▶ **EXERCISE BRIEF**: A faithful retyping of every entry below is wanted, with images left out.

▶ **RECORD EXTRACTS**:
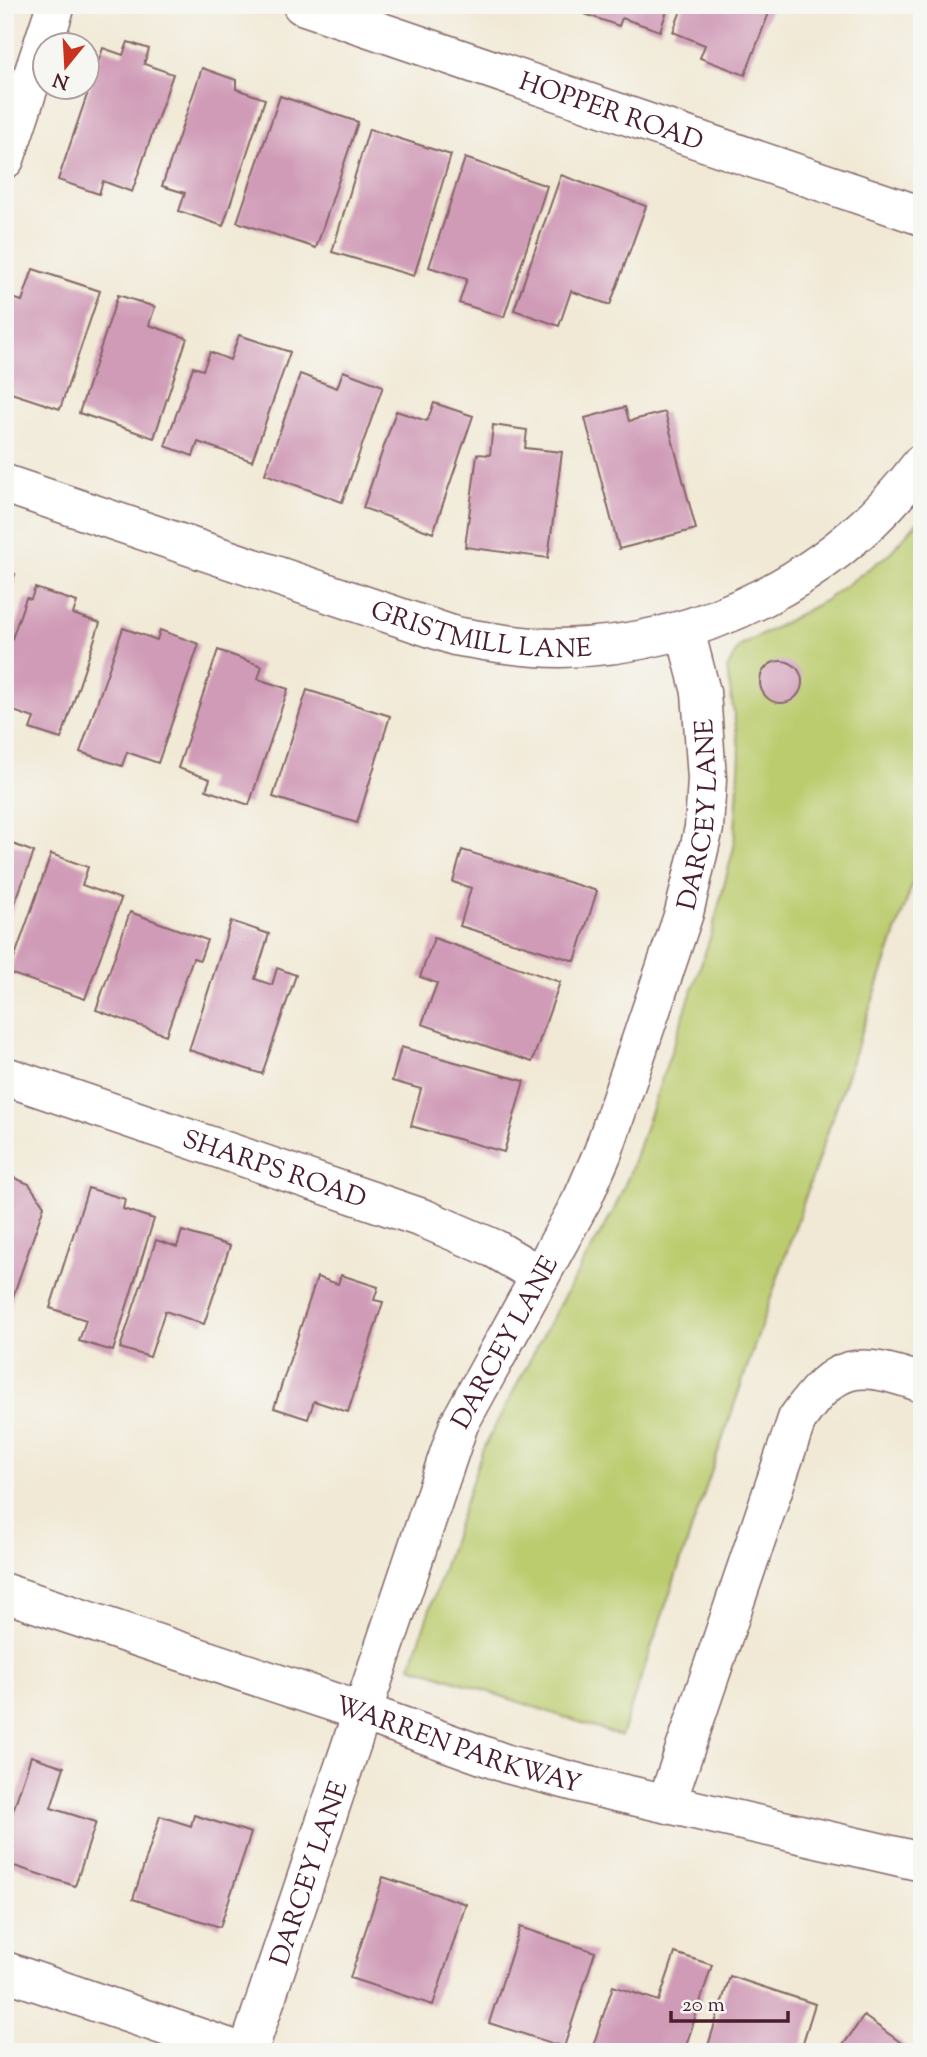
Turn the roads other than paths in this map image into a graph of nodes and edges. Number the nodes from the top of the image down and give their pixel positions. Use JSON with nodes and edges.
{"nodes":[{"id":1,"x":56,"y":5,"type":"edge"},
{"id":2,"x":302,"y":5,"type":"edge"},
{"id":3,"x":5,"y":159,"type":"edge"},
{"id":4,"x":922,"y":216,"type":"edge"},
{"id":5,"x":922,"y":463,"type":"edge"},
{"id":6,"x":5,"y":484,"type":"edge"},
{"id":7,"x":685,"y":630,"type":"junction"},
{"id":8,"x":5,"y":1076,"type":"edge"},
{"id":9,"x":539,"y":1275,"type":"junction"},
{"id":10,"x":922,"y":1383,"type":"edge"},
{"id":11,"x":5,"y":1593,"type":"edge"},
{"id":12,"x":363,"y":1712,"type":"junction"},
{"id":13,"x":667,"y":1802,"type":"junction"},
{"id":14,"x":922,"y":1862,"type":"edge"},
{"id":15,"x":5,"y":1971,"type":"edge"},
{"id":16,"x":241,"y":2052,"type":"edge"},
{"id":17,"x":248,"y":2052,"type":"edge"}],
"edges":[{"from":1,"to":3,"type":"street"},
{"from":2,"to":4,"type":"street","name":"HOPPER ROAD"},
{"from":5,"to":7,"type":"street","name":"GRISTMILL LANE"},
{"from":6,"to":7,"type":"street","name":"GRISTMILL LANE"},
{"from":7,"to":9,"type":"street","name":"DARCEY LANE"},
{"from":8,"to":9,"type":"street","name":"SHARPS ROAD"},
{"from":9,"to":12,"type":"street","name":"DARCEY LANE"},
{"from":10,"to":13,"type":"street"},
{"from":11,"to":12,"type":"street","name":"WARREN PARKWAY"},
{"from":12,"to":13,"type":"street","name":"WARREN PARKWAY"},
{"from":12,"to":17,"type":"street","name":"DARCEY LANE"},
{"from":13,"to":14,"type":"street","name":"WARREN PARKWAY"},
{"from":15,"to":16,"type":"street"}]}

▶ **WRITTEN RESPONSE**:
Turn the roads other than paths in this map image into a graph of nodes and edges. Number the nodes from the top of the image down and give their pixel positions. Use JSON with nodes and edges.
{"nodes":[{"id":1,"x":56,"y":5,"type":"edge"},
{"id":2,"x":302,"y":5,"type":"edge"},
{"id":3,"x":5,"y":159,"type":"edge"},
{"id":4,"x":922,"y":216,"type":"edge"},
{"id":5,"x":922,"y":463,"type":"edge"},
{"id":6,"x":5,"y":484,"type":"edge"},
{"id":7,"x":685,"y":630,"type":"junction"},
{"id":8,"x":5,"y":1076,"type":"edge"},
{"id":9,"x":539,"y":1275,"type":"junction"},
{"id":10,"x":922,"y":1383,"type":"edge"},
{"id":11,"x":5,"y":1593,"type":"edge"},
{"id":12,"x":363,"y":1712,"type":"junction"},
{"id":13,"x":667,"y":1802,"type":"junction"},
{"id":14,"x":922,"y":1862,"type":"edge"},
{"id":15,"x":5,"y":1971,"type":"edge"},
{"id":16,"x":241,"y":2052,"type":"edge"},
{"id":17,"x":248,"y":2052,"type":"edge"}],
"edges":[{"from":1,"to":3,"type":"street"},
{"from":2,"to":4,"type":"street","name":"HOPPER ROAD"},
{"from":5,"to":7,"type":"street","name":"GRISTMILL LANE"},
{"from":6,"to":7,"type":"street","name":"GRISTMILL LANE"},
{"from":7,"to":9,"type":"street","name":"DARCEY LANE"},
{"from":8,"to":9,"type":"street","name":"SHARPS ROAD"},
{"from":9,"to":12,"type":"street","name":"DARCEY LANE"},
{"from":10,"to":13,"type":"street"},
{"from":11,"to":12,"type":"street","name":"WARREN PARKWAY"},
{"from":12,"to":13,"type":"street","name":"WARREN PARKWAY"},
{"from":12,"to":17,"type":"street","name":"DARCEY LANE"},
{"from":13,"to":14,"type":"street","name":"WARREN PARKWAY"},
{"from":15,"to":16,"type":"street"}]}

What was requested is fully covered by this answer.